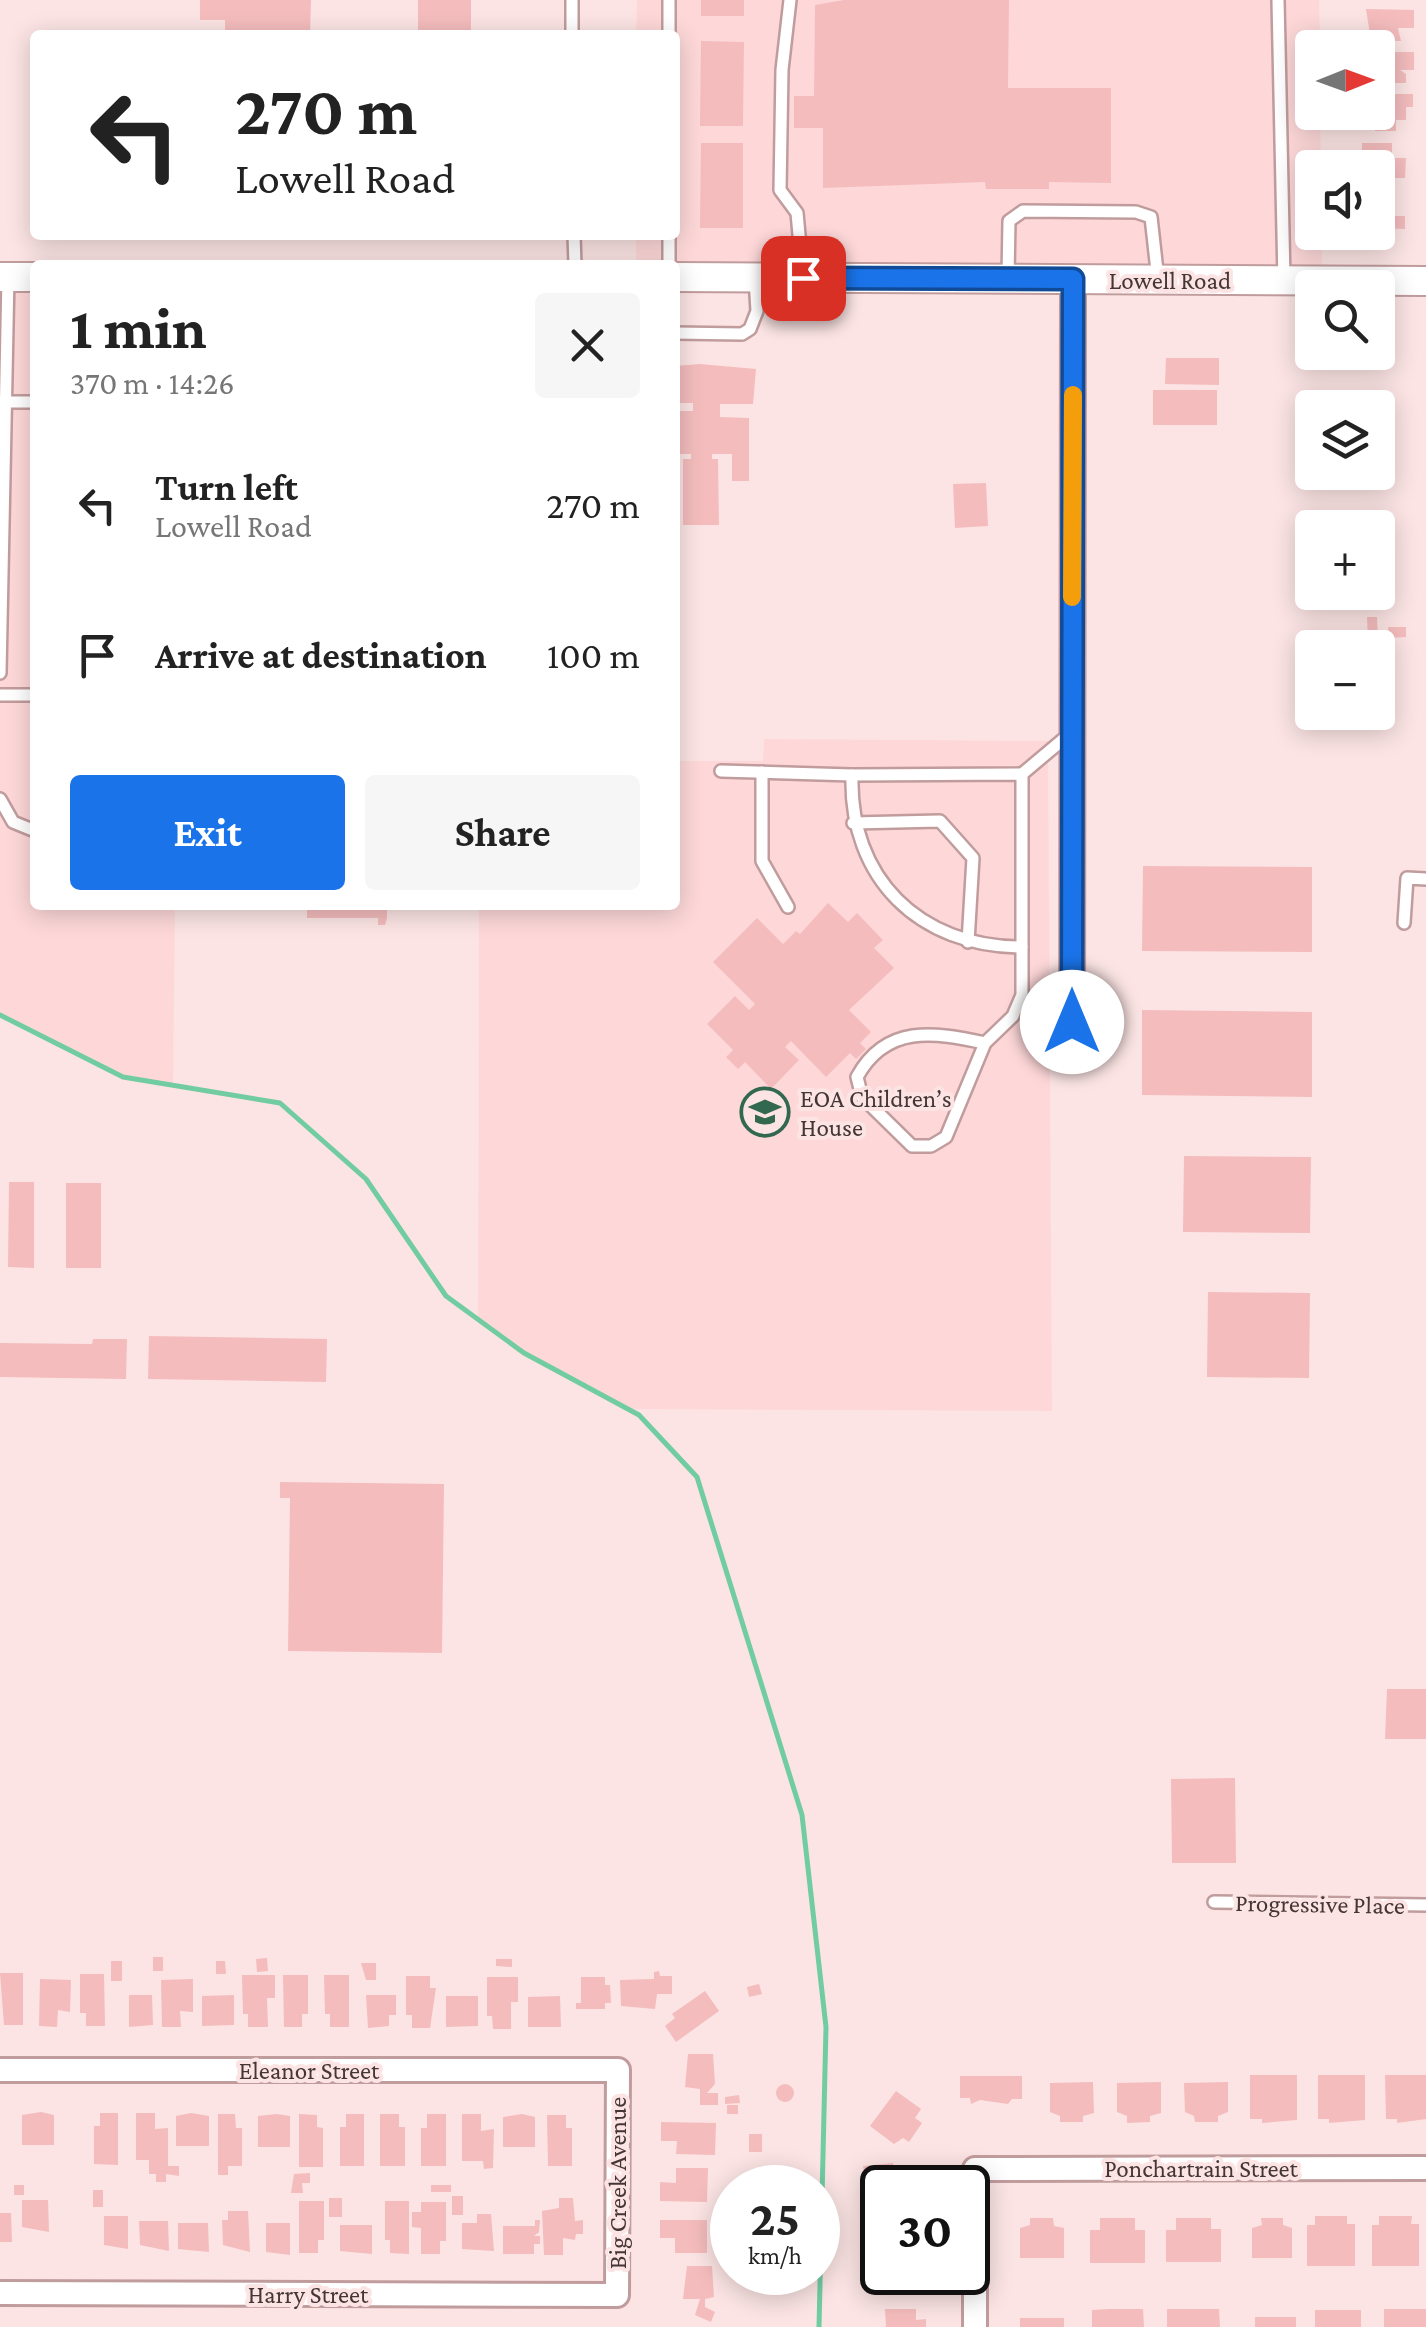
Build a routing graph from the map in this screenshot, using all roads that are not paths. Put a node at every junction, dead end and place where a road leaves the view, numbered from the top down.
1 (572, 0) edge
2 (668, 0) edge
3 (790, 0) edge
4 (1278, 0) edge
5 (572, 30) edge
6 (668, 30) edge
7 (14, 277) edge
8 (680, 277) edge
9 (755, 278) junction
10 (803, 278) junction
11 (1008, 279) junction
12 (1073, 279) junction
13 (1158, 280) junction
14 (1284, 280) junction
15 (1426, 281) edge
16 (680, 333) edge
17 (3, 402) edge
18 (30, 402) edge
19 (0, 673) edge
20 (0, 695) edge
21 (30, 695) edge
22 (1072, 732) junction
23 (721, 771) dead end
24 (762, 772) junction
25 (1022, 774) junction
26 (852, 775) junction
27 (0, 799) edge
28 (853, 823) junction
29 (30, 830) edge
30 (1426, 879) edge
31 (788, 907) dead end
32 (1404, 923) dead end
33 (968, 942) junction
34 (1022, 947) junction
35 (985, 1043) junction
36 (1072, 1058) dead end
37 (1214, 1902) dead end
38 (1426, 1905) edge
39 (0, 2070) edge
40 (618, 2070) joint
41 (1426, 2168) edge
42 (0, 2292) edge
43 (616, 2295) joint
44 (975, 2327) edge

1 - 5 lane
2 - 6 lane
3 - 10 lane
4 - 14 lane
7 - 17 lane
8 - 9 street, Lowell Road
9 - 10 street, Lowell Road
9 - 16 lane
10 - 11 street, Lowell Road
11 - 12 street, Lowell Road
11 - 13 lane
12 - 13 street, Lowell Road
12 - 22 street
13 - 14 street, Lowell Road
14 - 15 street, Lowell Road
17 - 18 lane
17 - 19 lane
20 - 21 lane
22 - 25 lane
22 - 36 street
23 - 24 lane
24 - 26 lane
24 - 31 lane
25 - 26 lane
25 - 34 lane
26 - 28 lane
27 - 29 lane
28 - 33 lane
28 - 33 lane
30 - 32 lane
33 - 34 lane
34 - 35 lane
35 - 35 lane
37 - 38 lane, Progressive Place
39 - 40 street, Eleanor Street
40 - 43 street, Big Creek Avenue
41 - 44 street, Ponchartrain Street
42 - 43 street, Harry Street

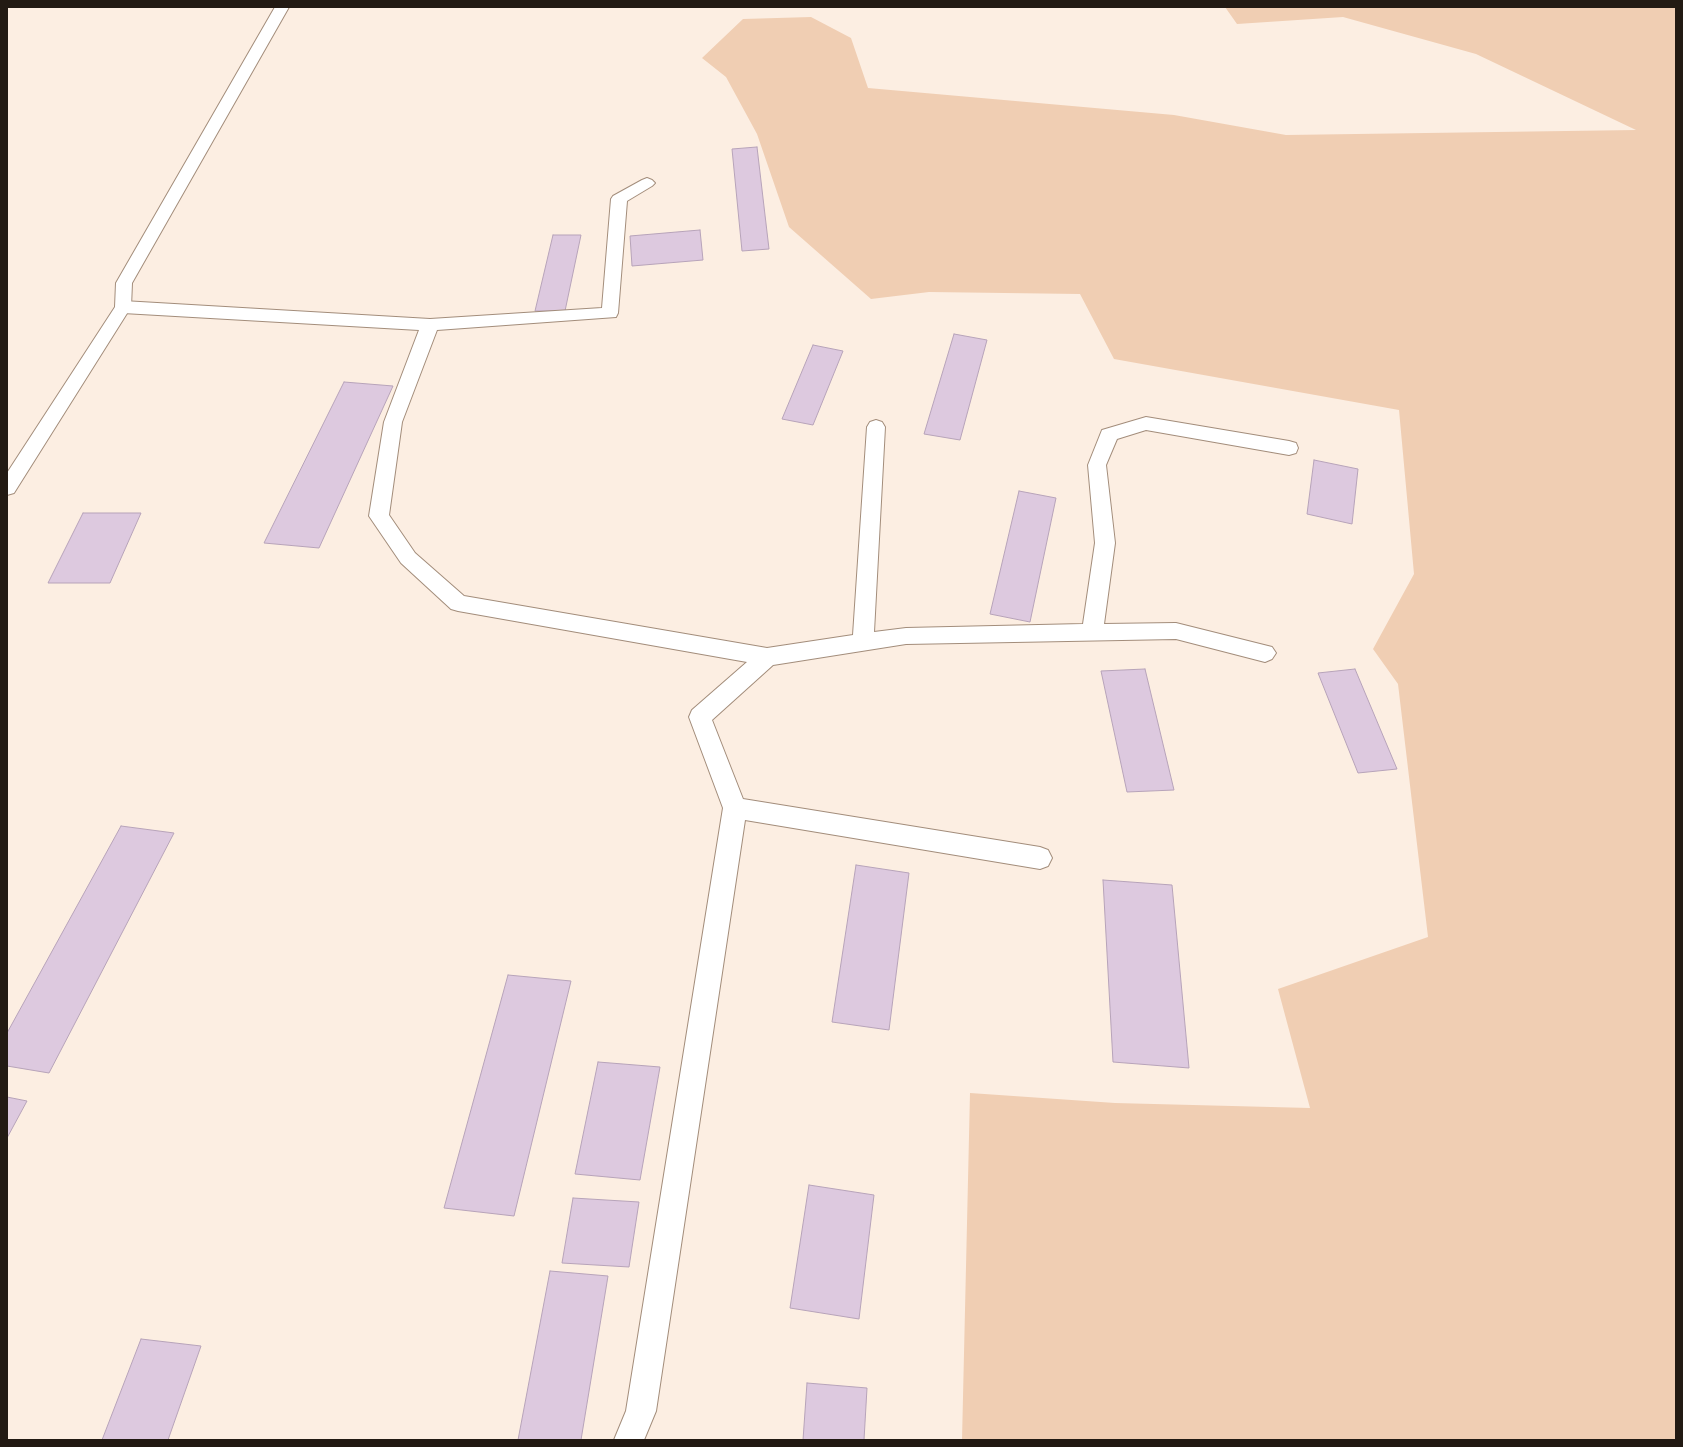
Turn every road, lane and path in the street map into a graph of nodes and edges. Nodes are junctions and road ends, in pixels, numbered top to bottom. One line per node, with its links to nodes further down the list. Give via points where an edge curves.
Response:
1 (282, 7): 3 (street, via 124,283)
2 (647, 183): 4 (street, via 619,199 610,313)
3 (123, 307): 4 (street); 7 (street)
4 (430, 325): 11 (street, via 392,422 379,516 408,558 458,603)
5 (876, 427): 9 (street)
6 (1289, 448): 8 (street, via 1146,423 1109,435 1097,465 1105,543)
7 (7, 488)
8 (1092, 632): 9 (street, via 906,636); 10 (street, via 1176,631)
9 (863, 643): 11 (street)
10 (1265, 653)
11 (768, 657): 12 (street, via 700,716)
12 (735, 808): 13 (street); 14 (street, via 640,1411)
13 (1040, 858)
14 (629, 1440)

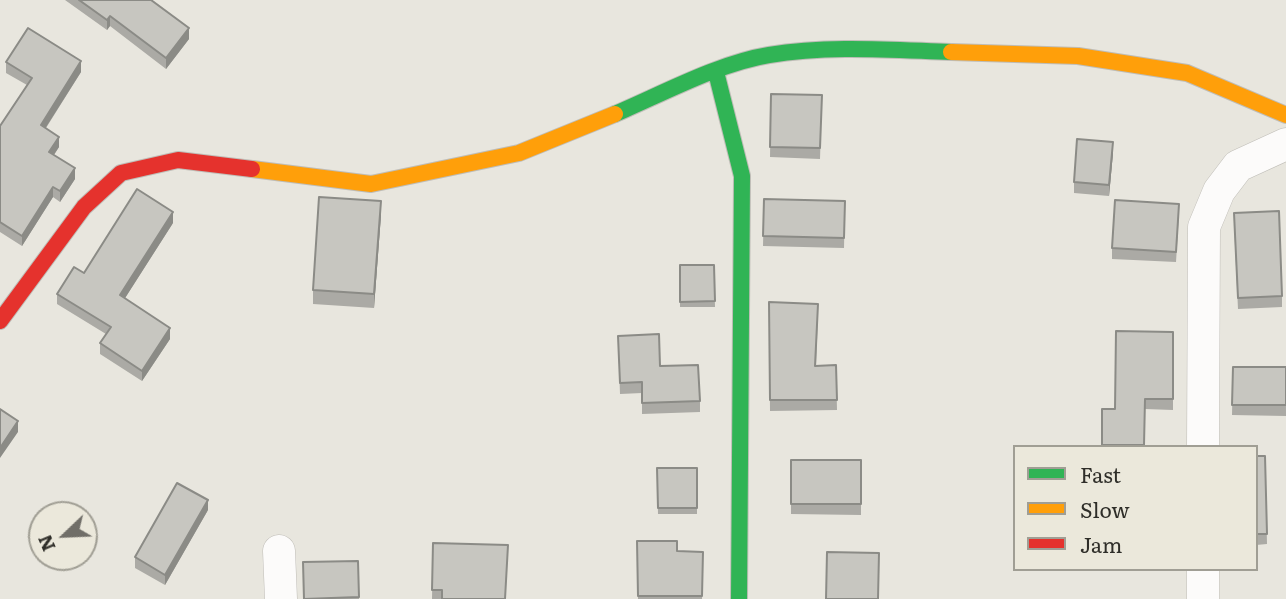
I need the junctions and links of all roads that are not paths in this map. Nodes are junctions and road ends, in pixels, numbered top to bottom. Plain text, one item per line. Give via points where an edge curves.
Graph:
1 (716, 72) junction
2 (1286, 115) edge
3 (1286, 144) edge
4 (0, 321) edge
5 (1203, 445) edge
6 (279, 551) dead end
7 (1203, 571) edge
8 (281, 599) edge
9 (740, 599) edge
10 (1203, 599) edge

1 - 2 street via 768,55 855,50 1078,57 1187,73
1 - 4 street via 519,153 371,184 178,160 121,173 84,206
1 - 9 street via 742,177
3 - 5 street via 1238,166 1219,191 1204,227
6 - 8 street
7 - 10 street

———

:: Required action ::
The pictures in the data should be omitted, and every remaining line set down exactly.

:: Answer to this task ::
Build a routing graph from the map in this screenshot, using all roads that are not paths. Put a node at every junction, dead end and place where a road leaves the view, numbered from the top down.
1 (572, 0) edge
2 (668, 0) edge
3 (790, 0) edge
4 (1278, 0) edge
5 (572, 30) edge
6 (668, 30) edge
7 (14, 277) edge
8 (680, 277) edge
9 (755, 278) junction
10 (803, 278) junction
11 (1008, 279) junction
12 (1073, 279) junction
13 (1158, 280) junction
14 (1284, 280) junction
15 (1426, 281) edge
16 (680, 333) edge
17 (3, 402) edge
18 (30, 402) edge
19 (0, 673) edge
20 (0, 695) edge
21 (30, 695) edge
22 (1072, 732) junction
23 (721, 771) dead end
24 (762, 772) junction
25 (1022, 774) junction
26 (852, 775) junction
27 (0, 799) edge
28 (853, 823) junction
29 (30, 830) edge
30 (1426, 879) edge
31 (788, 907) dead end
32 (1404, 923) dead end
33 (968, 942) junction
34 (1022, 947) junction
35 (985, 1043) junction
36 (1072, 1058) dead end
37 (1214, 1902) dead end
38 (1426, 1905) edge
39 (0, 2070) edge
40 (618, 2070) joint
41 (1426, 2168) edge
42 (0, 2292) edge
43 (616, 2295) joint
44 (975, 2327) edge

1 - 5 lane
2 - 6 lane
3 - 10 lane
4 - 14 lane
7 - 17 lane
8 - 9 street, Lowell Road
9 - 10 street, Lowell Road
9 - 16 lane
10 - 11 street, Lowell Road
11 - 12 street, Lowell Road
11 - 13 lane
12 - 13 street, Lowell Road
12 - 22 street
13 - 14 street, Lowell Road
14 - 15 street, Lowell Road
17 - 18 lane
17 - 19 lane
20 - 21 lane
22 - 25 lane
22 - 36 street
23 - 24 lane
24 - 26 lane
24 - 31 lane
25 - 26 lane
25 - 34 lane
26 - 28 lane
27 - 29 lane
28 - 33 lane
28 - 33 lane
30 - 32 lane
33 - 34 lane
34 - 35 lane
35 - 35 lane
37 - 38 lane, Progressive Place
39 - 40 street, Eleanor Street
40 - 43 street, Big Creek Avenue
41 - 44 street, Ponchartrain Street
42 - 43 street, Harry Street

Turn every road, lane and path in the street map into a graph of nodes and edges. Nodes are junctions and road ends, in pixels, numbered top to bottom. One line per node, with its links to nodes further down the list. Give via points where an edge curves.
Response:
1 (282, 7): 3 (street, via 124,283)
2 (647, 183): 4 (street, via 619,199 610,313)
3 (123, 307): 4 (street); 7 (street)
4 (430, 325): 11 (street, via 392,422 379,516 408,558 458,603)
5 (876, 427): 9 (street)
6 (1289, 448): 8 (street, via 1146,423 1109,435 1097,465 1105,543)
7 (7, 488)
8 (1092, 632): 9 (street, via 906,636); 10 (street, via 1176,631)
9 (863, 643): 11 (street)
10 (1265, 653)
11 (768, 657): 12 (street, via 700,716)
12 (735, 808): 13 (street); 14 (street, via 640,1411)
13 (1040, 858)
14 (629, 1440)

I need the junctions and links of all roads that are not paths in this map. Nodes are junctions and road ends, in pixels, numbered top to bottom. Plain text, one item per line. Give via points where an edge curves.
Graph:
1 (716, 72) junction
2 (1286, 115) edge
3 (1286, 144) edge
4 (0, 321) edge
5 (1203, 445) edge
6 (279, 551) dead end
7 (1203, 571) edge
8 (281, 599) edge
9 (740, 599) edge
10 (1203, 599) edge

1 - 2 street via 768,55 855,50 1078,57 1187,73
1 - 4 street via 519,153 371,184 178,160 121,173 84,206
1 - 9 street via 742,177
3 - 5 street via 1238,166 1219,191 1204,227
6 - 8 street
7 - 10 street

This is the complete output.